● **Activity**
Reproduce the data in full, exactly as it appears.

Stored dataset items
_ _ _
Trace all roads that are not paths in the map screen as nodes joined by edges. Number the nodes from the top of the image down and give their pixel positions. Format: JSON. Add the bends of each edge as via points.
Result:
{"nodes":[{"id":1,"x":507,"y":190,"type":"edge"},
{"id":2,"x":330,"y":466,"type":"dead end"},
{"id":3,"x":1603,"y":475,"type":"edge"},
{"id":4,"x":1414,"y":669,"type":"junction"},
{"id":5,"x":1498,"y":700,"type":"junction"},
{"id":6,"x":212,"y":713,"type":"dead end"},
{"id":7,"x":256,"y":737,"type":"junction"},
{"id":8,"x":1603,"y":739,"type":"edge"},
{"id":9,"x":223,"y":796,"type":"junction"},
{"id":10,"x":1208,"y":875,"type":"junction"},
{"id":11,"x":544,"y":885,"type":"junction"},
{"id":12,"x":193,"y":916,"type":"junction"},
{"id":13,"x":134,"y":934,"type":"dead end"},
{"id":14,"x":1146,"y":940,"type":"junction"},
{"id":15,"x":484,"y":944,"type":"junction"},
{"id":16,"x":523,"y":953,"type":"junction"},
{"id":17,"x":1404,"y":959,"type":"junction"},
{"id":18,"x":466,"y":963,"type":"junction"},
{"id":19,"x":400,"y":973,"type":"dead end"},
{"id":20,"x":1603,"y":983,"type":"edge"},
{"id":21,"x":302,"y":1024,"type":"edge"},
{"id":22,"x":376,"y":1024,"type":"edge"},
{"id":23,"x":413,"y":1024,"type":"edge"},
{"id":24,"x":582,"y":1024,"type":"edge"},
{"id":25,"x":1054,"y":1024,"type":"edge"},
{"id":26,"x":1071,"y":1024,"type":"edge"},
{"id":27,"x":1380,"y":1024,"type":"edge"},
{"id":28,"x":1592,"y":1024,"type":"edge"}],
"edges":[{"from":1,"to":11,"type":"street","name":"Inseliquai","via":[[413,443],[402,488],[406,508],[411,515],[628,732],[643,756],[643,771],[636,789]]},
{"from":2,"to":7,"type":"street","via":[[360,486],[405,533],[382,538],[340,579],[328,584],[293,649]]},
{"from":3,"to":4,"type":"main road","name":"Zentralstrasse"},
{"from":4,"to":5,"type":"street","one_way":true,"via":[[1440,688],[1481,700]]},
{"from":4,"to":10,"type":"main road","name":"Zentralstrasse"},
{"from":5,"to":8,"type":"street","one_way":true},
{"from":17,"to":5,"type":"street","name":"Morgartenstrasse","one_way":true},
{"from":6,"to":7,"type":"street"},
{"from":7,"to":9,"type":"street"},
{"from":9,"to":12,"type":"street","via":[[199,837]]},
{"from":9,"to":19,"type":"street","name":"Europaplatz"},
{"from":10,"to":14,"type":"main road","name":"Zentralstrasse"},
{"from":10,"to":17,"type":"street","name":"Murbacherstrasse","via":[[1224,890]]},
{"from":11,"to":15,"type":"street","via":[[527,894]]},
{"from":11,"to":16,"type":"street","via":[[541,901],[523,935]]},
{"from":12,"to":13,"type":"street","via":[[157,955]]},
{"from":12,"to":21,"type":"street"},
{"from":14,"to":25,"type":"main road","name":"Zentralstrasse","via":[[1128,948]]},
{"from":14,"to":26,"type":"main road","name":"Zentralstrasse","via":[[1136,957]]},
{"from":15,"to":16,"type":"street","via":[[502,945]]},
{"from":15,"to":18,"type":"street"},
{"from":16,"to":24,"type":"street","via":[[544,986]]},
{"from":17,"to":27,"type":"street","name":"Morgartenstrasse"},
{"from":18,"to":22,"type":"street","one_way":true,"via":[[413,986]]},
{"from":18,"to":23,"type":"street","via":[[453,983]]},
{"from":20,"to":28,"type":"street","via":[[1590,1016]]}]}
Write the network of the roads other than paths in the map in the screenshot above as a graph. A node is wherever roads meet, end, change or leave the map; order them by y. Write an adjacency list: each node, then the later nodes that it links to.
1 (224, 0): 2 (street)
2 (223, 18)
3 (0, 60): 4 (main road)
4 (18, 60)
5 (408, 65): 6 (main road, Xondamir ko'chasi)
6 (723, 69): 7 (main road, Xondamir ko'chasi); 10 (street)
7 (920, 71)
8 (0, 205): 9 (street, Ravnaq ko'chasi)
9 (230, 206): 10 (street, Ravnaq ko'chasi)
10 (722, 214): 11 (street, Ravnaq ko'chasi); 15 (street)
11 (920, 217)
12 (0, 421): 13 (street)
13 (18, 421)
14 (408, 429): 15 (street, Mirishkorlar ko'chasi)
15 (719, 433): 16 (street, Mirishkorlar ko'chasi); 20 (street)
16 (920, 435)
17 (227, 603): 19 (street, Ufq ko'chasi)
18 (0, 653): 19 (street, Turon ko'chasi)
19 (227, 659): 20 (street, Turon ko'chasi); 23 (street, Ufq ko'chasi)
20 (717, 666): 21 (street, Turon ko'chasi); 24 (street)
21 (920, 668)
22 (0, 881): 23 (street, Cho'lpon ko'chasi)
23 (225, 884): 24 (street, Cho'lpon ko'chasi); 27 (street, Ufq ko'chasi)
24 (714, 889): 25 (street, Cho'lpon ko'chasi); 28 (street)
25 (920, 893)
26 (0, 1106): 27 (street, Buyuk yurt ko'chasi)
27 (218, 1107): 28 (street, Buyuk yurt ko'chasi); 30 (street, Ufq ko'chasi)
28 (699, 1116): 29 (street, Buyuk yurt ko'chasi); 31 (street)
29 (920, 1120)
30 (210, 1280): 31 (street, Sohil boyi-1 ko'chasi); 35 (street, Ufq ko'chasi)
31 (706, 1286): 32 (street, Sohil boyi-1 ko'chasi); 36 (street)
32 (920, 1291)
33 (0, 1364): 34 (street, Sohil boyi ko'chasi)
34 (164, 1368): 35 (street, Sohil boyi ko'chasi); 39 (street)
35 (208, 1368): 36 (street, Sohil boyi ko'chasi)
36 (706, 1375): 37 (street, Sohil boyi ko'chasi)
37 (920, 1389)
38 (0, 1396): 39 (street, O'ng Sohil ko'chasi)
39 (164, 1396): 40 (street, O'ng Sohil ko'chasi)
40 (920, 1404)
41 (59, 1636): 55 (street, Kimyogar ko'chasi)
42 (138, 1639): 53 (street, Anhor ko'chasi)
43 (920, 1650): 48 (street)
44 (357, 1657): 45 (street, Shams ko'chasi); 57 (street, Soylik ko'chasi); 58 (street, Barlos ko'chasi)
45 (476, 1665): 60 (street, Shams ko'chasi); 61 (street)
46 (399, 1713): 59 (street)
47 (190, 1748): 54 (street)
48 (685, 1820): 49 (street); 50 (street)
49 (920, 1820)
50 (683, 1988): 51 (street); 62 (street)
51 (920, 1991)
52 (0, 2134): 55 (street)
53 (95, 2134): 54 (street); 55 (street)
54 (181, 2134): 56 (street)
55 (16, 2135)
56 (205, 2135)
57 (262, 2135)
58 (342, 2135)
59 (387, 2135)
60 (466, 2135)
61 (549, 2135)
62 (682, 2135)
_ _ _
● **Output for this exercise**
Trace all roads that are not paths in the map screen as nodes joined by edges. Number the nodes from the top of the image down and give their pixel positions. Format: JSON. Add the bends of each edge as via points.
Result:
{"nodes":[{"id":1,"x":507,"y":190,"type":"edge"},
{"id":2,"x":330,"y":466,"type":"dead end"},
{"id":3,"x":1603,"y":475,"type":"edge"},
{"id":4,"x":1414,"y":669,"type":"junction"},
{"id":5,"x":1498,"y":700,"type":"junction"},
{"id":6,"x":212,"y":713,"type":"dead end"},
{"id":7,"x":256,"y":737,"type":"junction"},
{"id":8,"x":1603,"y":739,"type":"edge"},
{"id":9,"x":223,"y":796,"type":"junction"},
{"id":10,"x":1208,"y":875,"type":"junction"},
{"id":11,"x":544,"y":885,"type":"junction"},
{"id":12,"x":193,"y":916,"type":"junction"},
{"id":13,"x":134,"y":934,"type":"dead end"},
{"id":14,"x":1146,"y":940,"type":"junction"},
{"id":15,"x":484,"y":944,"type":"junction"},
{"id":16,"x":523,"y":953,"type":"junction"},
{"id":17,"x":1404,"y":959,"type":"junction"},
{"id":18,"x":466,"y":963,"type":"junction"},
{"id":19,"x":400,"y":973,"type":"dead end"},
{"id":20,"x":1603,"y":983,"type":"edge"},
{"id":21,"x":302,"y":1024,"type":"edge"},
{"id":22,"x":376,"y":1024,"type":"edge"},
{"id":23,"x":413,"y":1024,"type":"edge"},
{"id":24,"x":582,"y":1024,"type":"edge"},
{"id":25,"x":1054,"y":1024,"type":"edge"},
{"id":26,"x":1071,"y":1024,"type":"edge"},
{"id":27,"x":1380,"y":1024,"type":"edge"},
{"id":28,"x":1592,"y":1024,"type":"edge"}],
"edges":[{"from":1,"to":11,"type":"street","name":"Inseliquai","via":[[413,443],[402,488],[406,508],[411,515],[628,732],[643,756],[643,771],[636,789]]},
{"from":2,"to":7,"type":"street","via":[[360,486],[405,533],[382,538],[340,579],[328,584],[293,649]]},
{"from":3,"to":4,"type":"main road","name":"Zentralstrasse"},
{"from":4,"to":5,"type":"street","one_way":true,"via":[[1440,688],[1481,700]]},
{"from":4,"to":10,"type":"main road","name":"Zentralstrasse"},
{"from":5,"to":8,"type":"street","one_way":true},
{"from":17,"to":5,"type":"street","name":"Morgartenstrasse","one_way":true},
{"from":6,"to":7,"type":"street"},
{"from":7,"to":9,"type":"street"},
{"from":9,"to":12,"type":"street","via":[[199,837]]},
{"from":9,"to":19,"type":"street","name":"Europaplatz"},
{"from":10,"to":14,"type":"main road","name":"Zentralstrasse"},
{"from":10,"to":17,"type":"street","name":"Murbacherstrasse","via":[[1224,890]]},
{"from":11,"to":15,"type":"street","via":[[527,894]]},
{"from":11,"to":16,"type":"street","via":[[541,901],[523,935]]},
{"from":12,"to":13,"type":"street","via":[[157,955]]},
{"from":12,"to":21,"type":"street"},
{"from":14,"to":25,"type":"main road","name":"Zentralstrasse","via":[[1128,948]]},
{"from":14,"to":26,"type":"main road","name":"Zentralstrasse","via":[[1136,957]]},
{"from":15,"to":16,"type":"street","via":[[502,945]]},
{"from":15,"to":18,"type":"street"},
{"from":16,"to":24,"type":"street","via":[[544,986]]},
{"from":17,"to":27,"type":"street","name":"Morgartenstrasse"},
{"from":18,"to":22,"type":"street","one_way":true,"via":[[413,986]]},
{"from":18,"to":23,"type":"street","via":[[453,983]]},
{"from":20,"to":28,"type":"street","via":[[1590,1016]]}]}
Write the network of the roads other than paths in the map in the screenshot above as a graph. A node is wherever roads meet, end, change or leave the map; order them by y. Write an adjacency list: each node, then the later nodes that it links to.
1 (224, 0): 2 (street)
2 (223, 18)
3 (0, 60): 4 (main road)
4 (18, 60)
5 (408, 65): 6 (main road, Xondamir ko'chasi)
6 (723, 69): 7 (main road, Xondamir ko'chasi); 10 (street)
7 (920, 71)
8 (0, 205): 9 (street, Ravnaq ko'chasi)
9 (230, 206): 10 (street, Ravnaq ko'chasi)
10 (722, 214): 11 (street, Ravnaq ko'chasi); 15 (street)
11 (920, 217)
12 (0, 421): 13 (street)
13 (18, 421)
14 (408, 429): 15 (street, Mirishkorlar ko'chasi)
15 (719, 433): 16 (street, Mirishkorlar ko'chasi); 20 (street)
16 (920, 435)
17 (227, 603): 19 (street, Ufq ko'chasi)
18 (0, 653): 19 (street, Turon ko'chasi)
19 (227, 659): 20 (street, Turon ko'chasi); 23 (street, Ufq ko'chasi)
20 (717, 666): 21 (street, Turon ko'chasi); 24 (street)
21 (920, 668)
22 (0, 881): 23 (street, Cho'lpon ko'chasi)
23 (225, 884): 24 (street, Cho'lpon ko'chasi); 27 (street, Ufq ko'chasi)
24 (714, 889): 25 (street, Cho'lpon ko'chasi); 28 (street)
25 (920, 893)
26 (0, 1106): 27 (street, Buyuk yurt ko'chasi)
27 (218, 1107): 28 (street, Buyuk yurt ko'chasi); 30 (street, Ufq ko'chasi)
28 (699, 1116): 29 (street, Buyuk yurt ko'chasi); 31 (street)
29 (920, 1120)
30 (210, 1280): 31 (street, Sohil boyi-1 ko'chasi); 35 (street, Ufq ko'chasi)
31 (706, 1286): 32 (street, Sohil boyi-1 ko'chasi); 36 (street)
32 (920, 1291)
33 (0, 1364): 34 (street, Sohil boyi ko'chasi)
34 (164, 1368): 35 (street, Sohil boyi ko'chasi); 39 (street)
35 (208, 1368): 36 (street, Sohil boyi ko'chasi)
36 (706, 1375): 37 (street, Sohil boyi ko'chasi)
37 (920, 1389)
38 (0, 1396): 39 (street, O'ng Sohil ko'chasi)
39 (164, 1396): 40 (street, O'ng Sohil ko'chasi)
40 (920, 1404)
41 (59, 1636): 55 (street, Kimyogar ko'chasi)
42 (138, 1639): 53 (street, Anhor ko'chasi)
43 (920, 1650): 48 (street)
44 (357, 1657): 45 (street, Shams ko'chasi); 57 (street, Soylik ko'chasi); 58 (street, Barlos ko'chasi)
45 (476, 1665): 60 (street, Shams ko'chasi); 61 (street)
46 (399, 1713): 59 (street)
47 (190, 1748): 54 (street)
48 (685, 1820): 49 (street); 50 (street)
49 (920, 1820)
50 (683, 1988): 51 (street); 62 (street)
51 (920, 1991)
52 (0, 2134): 55 (street)
53 (95, 2134): 54 (street); 55 (street)
54 (181, 2134): 56 (street)
55 (16, 2135)
56 (205, 2135)
57 (262, 2135)
58 (342, 2135)
59 (387, 2135)
60 (466, 2135)
61 (549, 2135)
62 (682, 2135)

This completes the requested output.